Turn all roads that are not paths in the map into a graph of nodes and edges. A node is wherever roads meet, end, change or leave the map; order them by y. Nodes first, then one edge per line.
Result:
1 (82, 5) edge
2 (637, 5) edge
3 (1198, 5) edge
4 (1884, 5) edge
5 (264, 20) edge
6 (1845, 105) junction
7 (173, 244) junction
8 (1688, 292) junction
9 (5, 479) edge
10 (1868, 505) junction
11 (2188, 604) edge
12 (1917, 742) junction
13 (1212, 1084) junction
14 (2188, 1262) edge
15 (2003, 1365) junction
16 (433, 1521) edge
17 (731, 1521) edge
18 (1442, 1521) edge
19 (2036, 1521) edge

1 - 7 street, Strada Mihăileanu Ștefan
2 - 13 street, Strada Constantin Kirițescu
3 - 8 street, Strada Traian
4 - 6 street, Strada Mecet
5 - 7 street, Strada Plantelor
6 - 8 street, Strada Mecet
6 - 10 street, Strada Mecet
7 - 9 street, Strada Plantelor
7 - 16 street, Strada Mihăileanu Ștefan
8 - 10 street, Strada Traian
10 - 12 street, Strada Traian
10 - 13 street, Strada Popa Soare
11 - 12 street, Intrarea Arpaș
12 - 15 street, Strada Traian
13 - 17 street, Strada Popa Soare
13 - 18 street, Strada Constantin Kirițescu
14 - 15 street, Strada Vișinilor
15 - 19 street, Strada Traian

__________

**Task description:**
A word-for-word transcription of all the data is needed.

**Solution for this problem:**
Turn all roads that are not paths in the map into a graph of nodes and edges. A node is wherever roads meet, end, change or leave the map; order them by y. Nodes first, then one edge per line.
Result:
1 (82, 5) edge
2 (637, 5) edge
3 (1198, 5) edge
4 (1884, 5) edge
5 (264, 20) edge
6 (1845, 105) junction
7 (173, 244) junction
8 (1688, 292) junction
9 (5, 479) edge
10 (1868, 505) junction
11 (2188, 604) edge
12 (1917, 742) junction
13 (1212, 1084) junction
14 (2188, 1262) edge
15 (2003, 1365) junction
16 (433, 1521) edge
17 (731, 1521) edge
18 (1442, 1521) edge
19 (2036, 1521) edge

1 - 7 street, Strada Mihăileanu Ștefan
2 - 13 street, Strada Constantin Kirițescu
3 - 8 street, Strada Traian
4 - 6 street, Strada Mecet
5 - 7 street, Strada Plantelor
6 - 8 street, Strada Mecet
6 - 10 street, Strada Mecet
7 - 9 street, Strada Plantelor
7 - 16 street, Strada Mihăileanu Ștefan
8 - 10 street, Strada Traian
10 - 12 street, Strada Traian
10 - 13 street, Strada Popa Soare
11 - 12 street, Intrarea Arpaș
12 - 15 street, Strada Traian
13 - 17 street, Strada Popa Soare
13 - 18 street, Strada Constantin Kirițescu
14 - 15 street, Strada Vișinilor
15 - 19 street, Strada Traian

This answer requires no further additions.